Dataset entries:
---+---
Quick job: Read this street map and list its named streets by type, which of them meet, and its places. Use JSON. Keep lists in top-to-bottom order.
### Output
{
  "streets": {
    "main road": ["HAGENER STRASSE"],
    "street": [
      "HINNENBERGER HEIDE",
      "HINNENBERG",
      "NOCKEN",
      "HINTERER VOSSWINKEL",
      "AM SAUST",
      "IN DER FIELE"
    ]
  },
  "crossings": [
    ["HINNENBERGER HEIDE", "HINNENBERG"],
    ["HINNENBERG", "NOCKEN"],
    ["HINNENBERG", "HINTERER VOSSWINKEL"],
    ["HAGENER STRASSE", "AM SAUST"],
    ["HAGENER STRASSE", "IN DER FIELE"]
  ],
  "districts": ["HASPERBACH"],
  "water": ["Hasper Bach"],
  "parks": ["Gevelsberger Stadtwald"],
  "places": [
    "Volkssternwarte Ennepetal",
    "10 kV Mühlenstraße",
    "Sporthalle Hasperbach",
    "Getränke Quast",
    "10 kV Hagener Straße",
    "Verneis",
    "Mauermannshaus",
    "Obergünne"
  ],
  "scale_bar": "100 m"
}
---+---
▶ TO DO
Please output all the lines above exactly as given.

▶ EXERCISE ANSWER
Quick job: Read this street map and list its named streets by type, which of them meet, and its places. Use JSON. Keep lists in top-to-bottom order.
### Output
{
  "streets": {
    "main road": ["HAGENER STRASSE"],
    "street": [
      "HINNENBERGER HEIDE",
      "HINNENBERG",
      "NOCKEN",
      "HINTERER VOSSWINKEL",
      "AM SAUST",
      "IN DER FIELE"
    ]
  },
  "crossings": [
    ["HINNENBERGER HEIDE", "HINNENBERG"],
    ["HINNENBERG", "NOCKEN"],
    ["HINNENBERG", "HINTERER VOSSWINKEL"],
    ["HAGENER STRASSE", "AM SAUST"],
    ["HAGENER STRASSE", "IN DER FIELE"]
  ],
  "districts": ["HASPERBACH"],
  "water": ["Hasper Bach"],
  "parks": ["Gevelsberger Stadtwald"],
  "places": [
    "Volkssternwarte Ennepetal",
    "10 kV Mühlenstraße",
    "Sporthalle Hasperbach",
    "Getränke Quast",
    "10 kV Hagener Straße",
    "Verneis",
    "Mauermannshaus",
    "Obergünne"
  ],
  "scale_bar": "100 m"
}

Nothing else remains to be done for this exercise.